EXERCISE:
The whole listing is to be restated word for word with no images.

DATASET RECORDS:
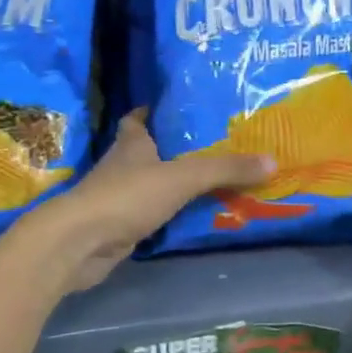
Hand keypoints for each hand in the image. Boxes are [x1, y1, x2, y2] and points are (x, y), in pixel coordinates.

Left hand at [26, 111, 272, 291]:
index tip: (182, 109)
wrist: (79, 244)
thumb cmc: (126, 196)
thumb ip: (224, 169)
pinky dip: (170, 214)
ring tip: (216, 180)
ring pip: (152, 184)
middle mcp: (123, 166)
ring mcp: (119, 198)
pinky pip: (152, 214)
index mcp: (132, 143)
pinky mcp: (120, 226)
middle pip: (150, 151)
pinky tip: (195, 216)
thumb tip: (272, 160)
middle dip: (177, 149)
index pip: (139, 118)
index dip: (155, 111)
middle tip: (216, 146)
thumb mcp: (182, 177)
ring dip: (175, 183)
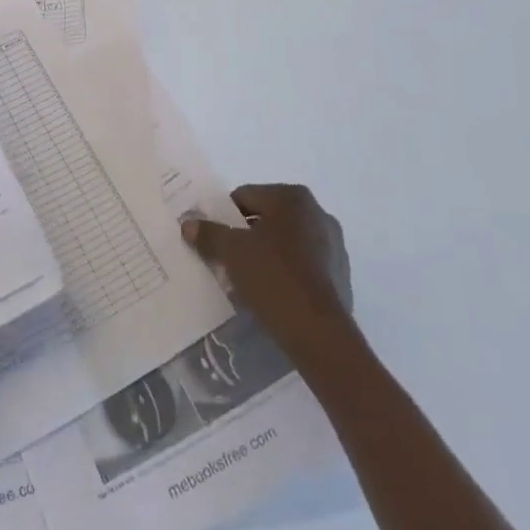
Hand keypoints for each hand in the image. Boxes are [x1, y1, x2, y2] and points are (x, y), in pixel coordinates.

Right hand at [182, 183, 352, 352]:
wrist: (319, 333)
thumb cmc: (273, 277)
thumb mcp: (231, 252)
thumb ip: (209, 233)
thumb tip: (188, 224)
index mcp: (292, 198)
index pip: (245, 196)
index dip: (224, 215)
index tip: (212, 237)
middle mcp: (317, 213)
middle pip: (268, 218)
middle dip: (246, 235)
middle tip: (226, 256)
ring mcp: (334, 246)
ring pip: (287, 242)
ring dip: (267, 254)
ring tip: (248, 278)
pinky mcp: (341, 275)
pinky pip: (304, 265)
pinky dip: (287, 273)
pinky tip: (272, 293)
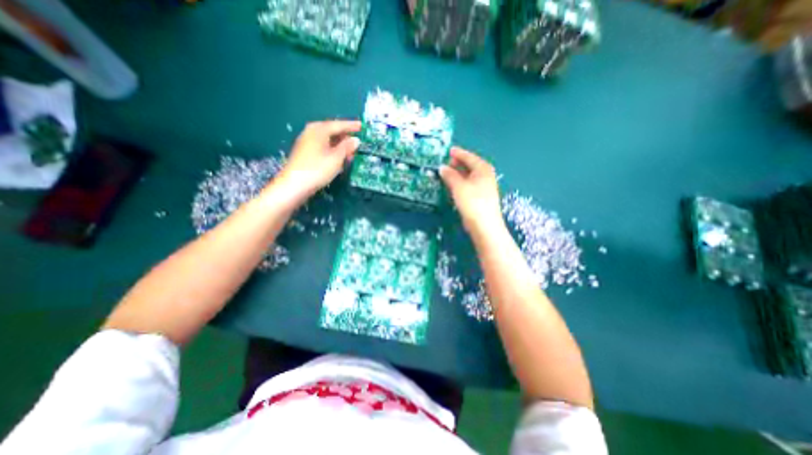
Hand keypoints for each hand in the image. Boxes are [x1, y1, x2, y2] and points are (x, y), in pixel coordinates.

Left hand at [274, 119, 360, 197]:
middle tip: (357, 140)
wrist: (294, 185)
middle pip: (331, 130)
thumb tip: (356, 140)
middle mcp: (311, 132)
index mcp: (319, 130)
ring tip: (350, 151)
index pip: (338, 125)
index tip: (362, 126)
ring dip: (339, 144)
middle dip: (344, 135)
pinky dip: (332, 149)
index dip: (351, 126)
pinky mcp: (304, 152)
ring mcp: (306, 142)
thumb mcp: (336, 158)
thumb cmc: (317, 169)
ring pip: (327, 139)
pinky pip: (322, 145)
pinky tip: (338, 157)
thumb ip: (347, 147)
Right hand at [437, 148, 502, 234]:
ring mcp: (484, 187)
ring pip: (469, 176)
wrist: (484, 225)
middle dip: (458, 163)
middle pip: (470, 165)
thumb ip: (450, 175)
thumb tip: (442, 168)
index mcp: (483, 169)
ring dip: (458, 174)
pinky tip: (453, 185)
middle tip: (445, 163)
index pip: (469, 157)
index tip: (449, 151)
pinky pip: (469, 184)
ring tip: (447, 173)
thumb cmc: (472, 202)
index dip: (458, 153)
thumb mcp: (458, 186)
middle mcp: (486, 175)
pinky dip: (461, 182)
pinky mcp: (481, 197)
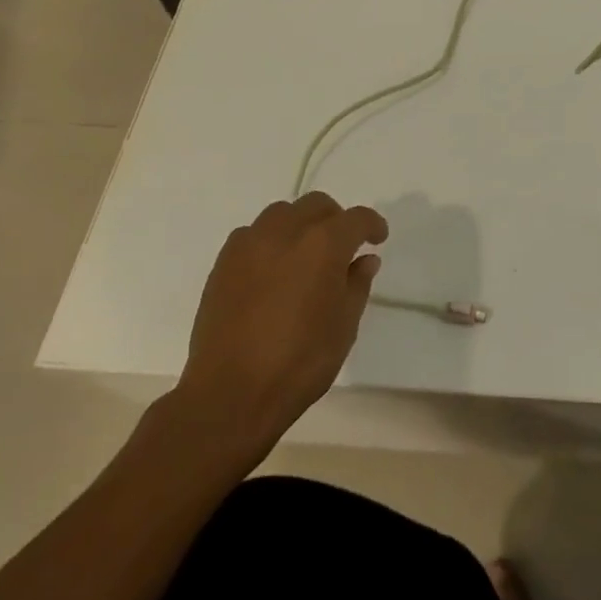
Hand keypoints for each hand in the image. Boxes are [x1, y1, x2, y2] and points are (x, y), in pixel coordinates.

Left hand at [172, 192, 386, 452]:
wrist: (230, 394)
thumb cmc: (299, 363)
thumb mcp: (344, 326)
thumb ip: (357, 284)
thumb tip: (364, 260)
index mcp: (323, 244)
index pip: (356, 218)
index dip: (372, 225)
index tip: (377, 239)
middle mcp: (286, 231)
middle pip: (317, 205)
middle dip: (335, 219)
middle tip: (342, 247)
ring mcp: (250, 244)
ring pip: (282, 214)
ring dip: (300, 225)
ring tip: (304, 256)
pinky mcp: (223, 262)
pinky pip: (253, 235)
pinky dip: (270, 242)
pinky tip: (272, 271)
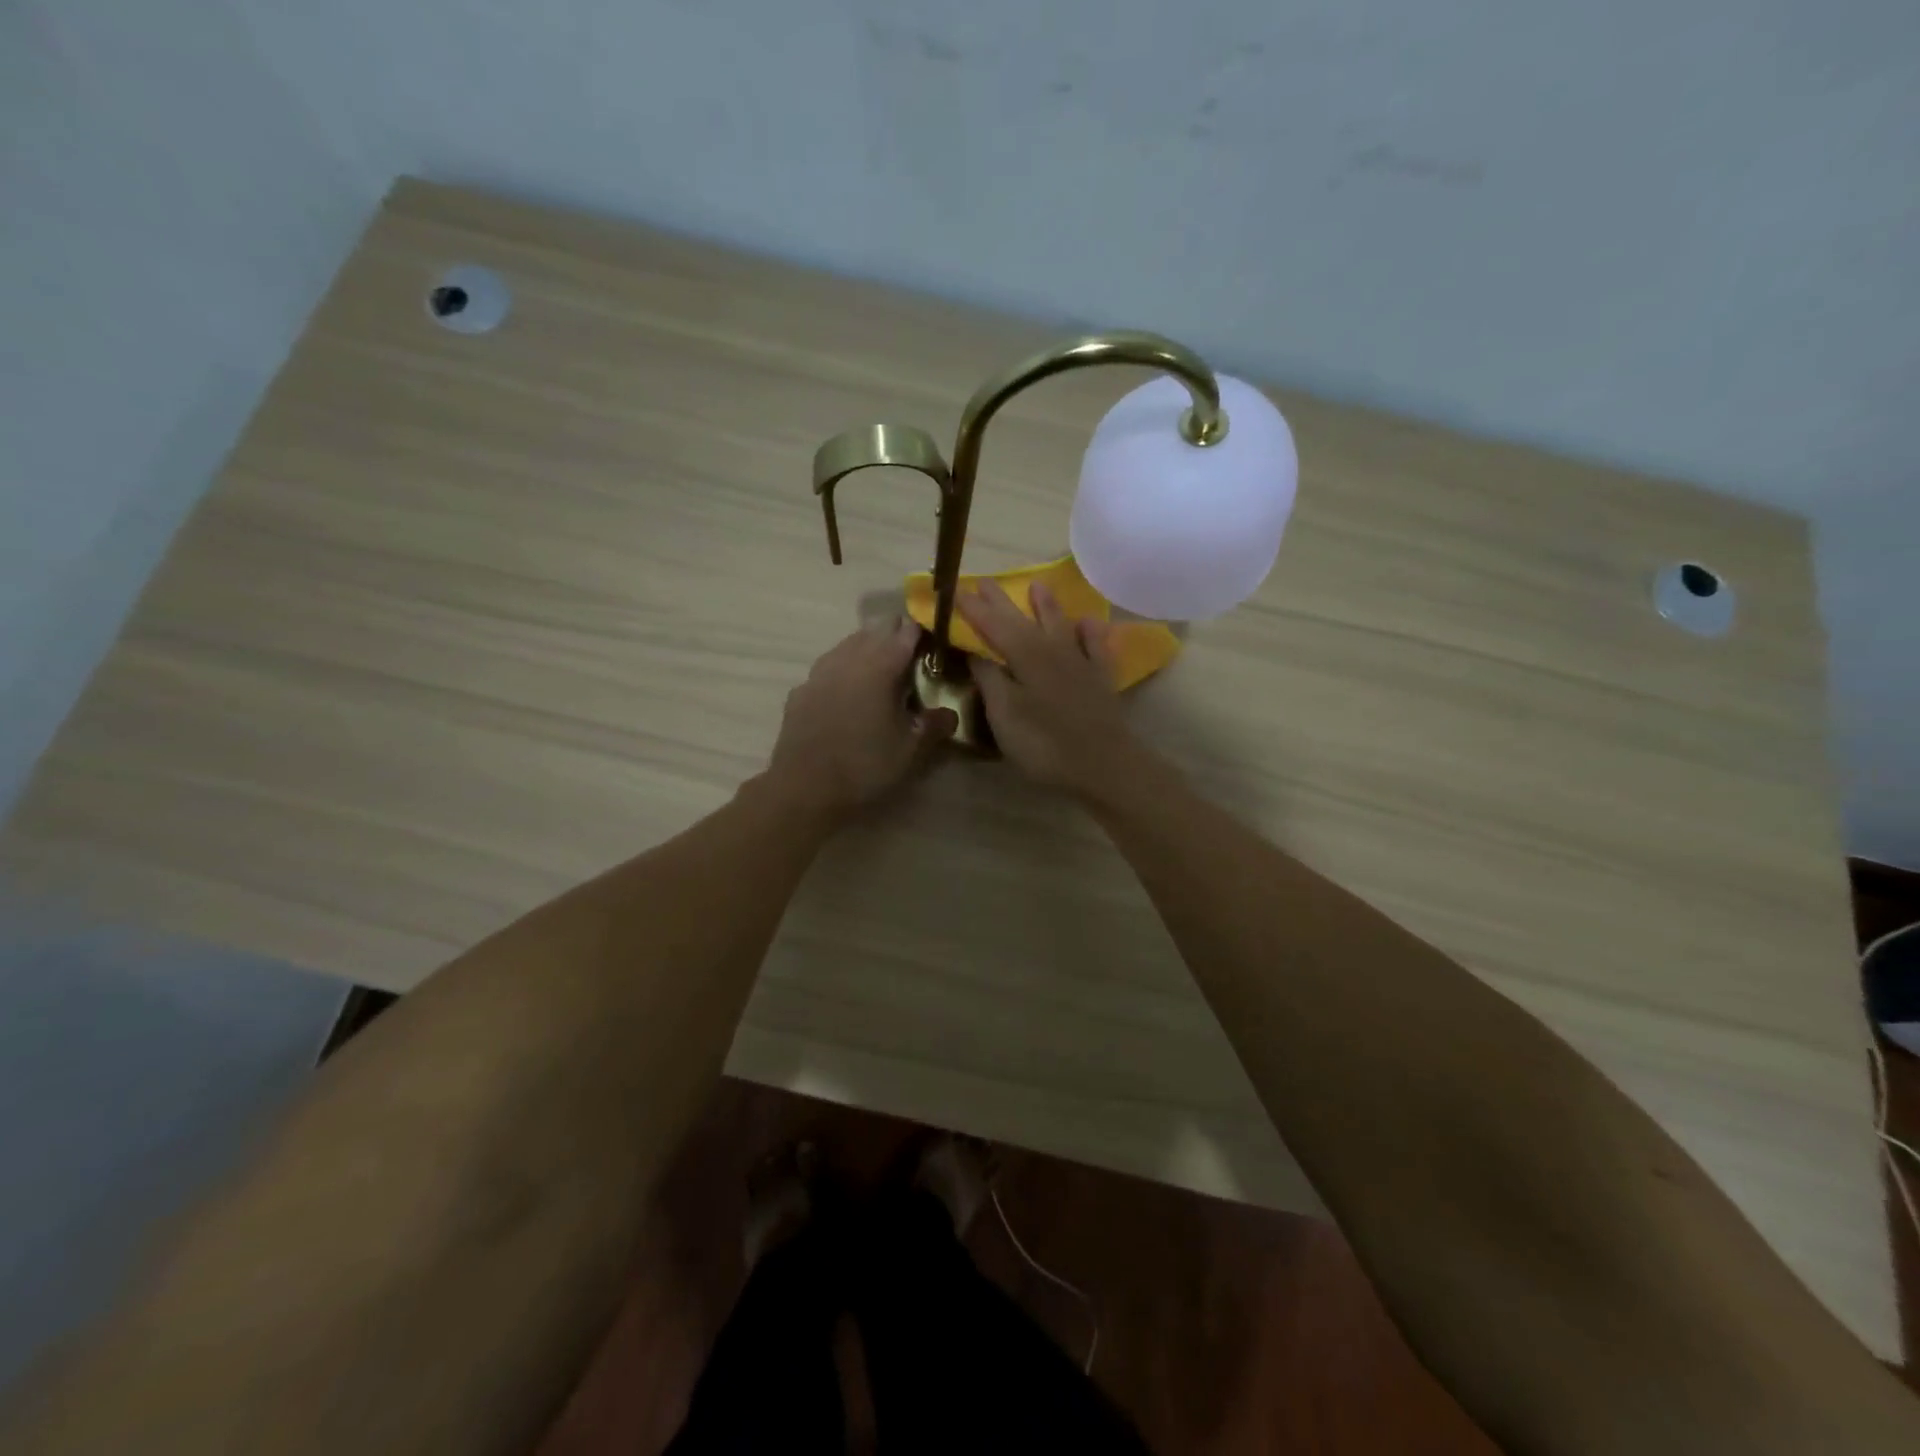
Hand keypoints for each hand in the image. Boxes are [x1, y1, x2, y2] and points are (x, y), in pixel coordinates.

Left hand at [766, 620, 956, 819]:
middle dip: (895, 635)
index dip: (922, 631)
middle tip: (912, 655)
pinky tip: (846, 691)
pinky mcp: (800, 691)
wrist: (804, 789)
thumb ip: (935, 726)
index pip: (905, 631)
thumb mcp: (911, 751)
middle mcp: (849, 659)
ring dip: (867, 648)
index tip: (934, 641)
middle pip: (875, 630)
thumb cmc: (865, 766)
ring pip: (848, 645)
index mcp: (880, 666)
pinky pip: (827, 668)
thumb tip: (950, 713)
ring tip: (880, 668)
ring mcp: (819, 672)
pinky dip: (842, 670)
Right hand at [957, 581, 1141, 796]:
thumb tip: (976, 653)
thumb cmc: (1045, 743)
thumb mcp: (1005, 715)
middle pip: (1023, 620)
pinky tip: (1088, 622)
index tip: (955, 591)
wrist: (1103, 765)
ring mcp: (1080, 662)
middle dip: (1002, 601)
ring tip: (1037, 585)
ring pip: (1061, 625)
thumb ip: (990, 680)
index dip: (973, 609)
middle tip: (985, 581)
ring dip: (1047, 606)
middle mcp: (1053, 650)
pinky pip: (1095, 646)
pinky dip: (1091, 632)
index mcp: (1025, 656)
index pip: (993, 626)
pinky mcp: (1101, 679)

WRITTEN ANSWER:
Hand keypoints for each hand in the image. Boxes are [x1, y1, x2, y2] and points are (x, y), in pixel coordinates.

Left hand at [26, 111, 272, 291]:
index tip: (182, 109)
wrist: (79, 244)
thumb cmc: (126, 196)
thumb ip: (224, 169)
pinky dip: (170, 214)
ring tip: (216, 180)
ring pip: (152, 184)
middle mcp: (123, 166)
ring mcp: (119, 198)
pinky pip: (152, 214)
index mcp: (132, 143)
pinky mcp: (120, 226)
middle pip: (150, 151)
pinky tip: (195, 216)
thumb tip: (272, 160)
middle dip: (177, 149)
index pip: (139, 118)
index dip: (155, 111)
middle tip: (216, 146)
thumb mcp: (182, 177)
ring dip: (175, 183)
Hand keypoints for each hand in the image. Boxes are [x1, y1, x2, y2] and points are (x, y), in pixel coordinates.

Right hand at [182, 183, 352, 352]:
wrist: (319, 333)
thumb cmc: (273, 277)
thumb mcp: (231, 252)
thumb ip: (209, 233)
thumb tip: (188, 224)
index mcp: (292, 198)
index pip: (245, 196)
index dip: (224, 215)
index tip: (212, 237)
middle mcp: (317, 213)
middle pip: (268, 218)
middle dip: (246, 235)
middle tip: (226, 256)
ring mcp: (334, 246)
ring pip: (287, 242)
ring dip: (267, 254)
ring tip: (248, 278)
pinky mcp: (341, 275)
pinky pip: (304, 265)
pinky dip: (287, 273)
pinky tip: (272, 293)
Hand keypoints for each hand in the image. Boxes are [x1, y1, x2, y2] and points are (x, y), in pixel coordinates.

Left hand at [274, 119, 360, 197]:
middle tip: (357, 140)
wrist: (294, 185)
middle pip: (331, 130)
thumb tip: (356, 140)
middle mcp: (311, 132)
index mcp: (319, 130)
ring tip: (350, 151)
index pip: (338, 125)
index tip: (362, 126)
ring dip: (339, 144)
middle dip: (344, 135)
pinky dip: (332, 149)
index dip: (351, 126)
pinky mcp: (304, 152)
ring mcp: (306, 142)
thumb mcp: (336, 158)
thumb cmc: (317, 169)
ring pip: (327, 139)
pinky pip: (322, 145)
pinky tip: (338, 157)
thumb ip: (347, 147)
Right hand at [437, 148, 502, 234]:
ring mcp: (484, 187)
ring pip: (469, 176)
wrist: (484, 225)
middle dip: (458, 163)
middle pip: (470, 165)
thumb ip: (450, 175)
thumb tip: (442, 168)
index mcp: (483, 169)
ring dip: (458, 174)
pinky tip: (453, 185)
middle tip: (445, 163)
index pip: (469, 157)
index tip: (449, 151)
pinky pip: (469, 184)
ring tip: (447, 173)
thumb cmc: (472, 202)
index dip: (458, 153)
thumb mcp: (458, 186)
middle mcp: (486, 175)
pinky dip: (461, 182)
pinky mcp: (481, 197)
Hand keypoints for each hand in the image. Boxes are [x1, y1, x2, y2] and points are (x, y), in pixel coordinates.

Left hand at [172, 192, 386, 452]:
wrist: (230, 394)
thumb cmc: (299, 363)
thumb mcp: (344, 326)
thumb ip: (357, 284)
thumb tip: (364, 260)
index mcp: (323, 244)
index pip: (356, 218)
index dip: (372, 225)
index tip: (377, 239)
middle mcp: (286, 231)
middle pip: (317, 205)
middle dip: (335, 219)
middle tip: (342, 247)
ring mcp: (250, 244)
ring pip: (282, 214)
ring dip: (300, 225)
ring tip: (304, 256)
pinky mcp: (223, 262)
pinky pip: (253, 235)
pinky dip: (270, 242)
pinky tip: (272, 271)
Hand keypoints for each hand in the image. Boxes are [x1, y1, x2, y2] and points are (x, y), in pixel coordinates.

Left hand at [766, 620, 956, 819]:
middle dip: (895, 635)
index dip: (922, 631)
middle tip: (912, 655)
pinky tip: (846, 691)
pinky mcp: (800, 691)
wrist: (804, 789)
thumb ip: (935, 726)
index pip: (905, 631)
thumb mcp: (911, 751)
middle mcp: (849, 659)
ring dip: (867, 648)
index tip: (934, 641)
middle pip: (875, 630)
thumb cmc: (865, 766)
ring pip: (848, 645)
index mcp: (880, 666)
pinky pip: (827, 668)
thumb tip: (950, 713)
ring tip: (880, 668)
ring mcp: (819, 672)
pinky dip: (842, 670)
Right hand at [957, 581, 1141, 796]:
thumb tip: (976, 653)
thumb cmc: (1045, 743)
thumb mcp: (1005, 715)
middle pip: (1023, 620)
pinky tip: (1088, 622)
index tip: (955, 591)
wrist: (1103, 765)
ring mcp: (1080, 662)
middle dip: (1002, 601)
ring tip: (1037, 585)
ring pip: (1061, 625)
thumb ip: (990, 680)
index dip: (973, 609)
middle tip: (985, 581)
ring dip: (1047, 606)
middle mcp: (1053, 650)
pinky pip: (1095, 646)
pinky dip: (1091, 632)
index mcp: (1025, 656)
index pip: (993, 626)
pinky mcp: (1101, 679)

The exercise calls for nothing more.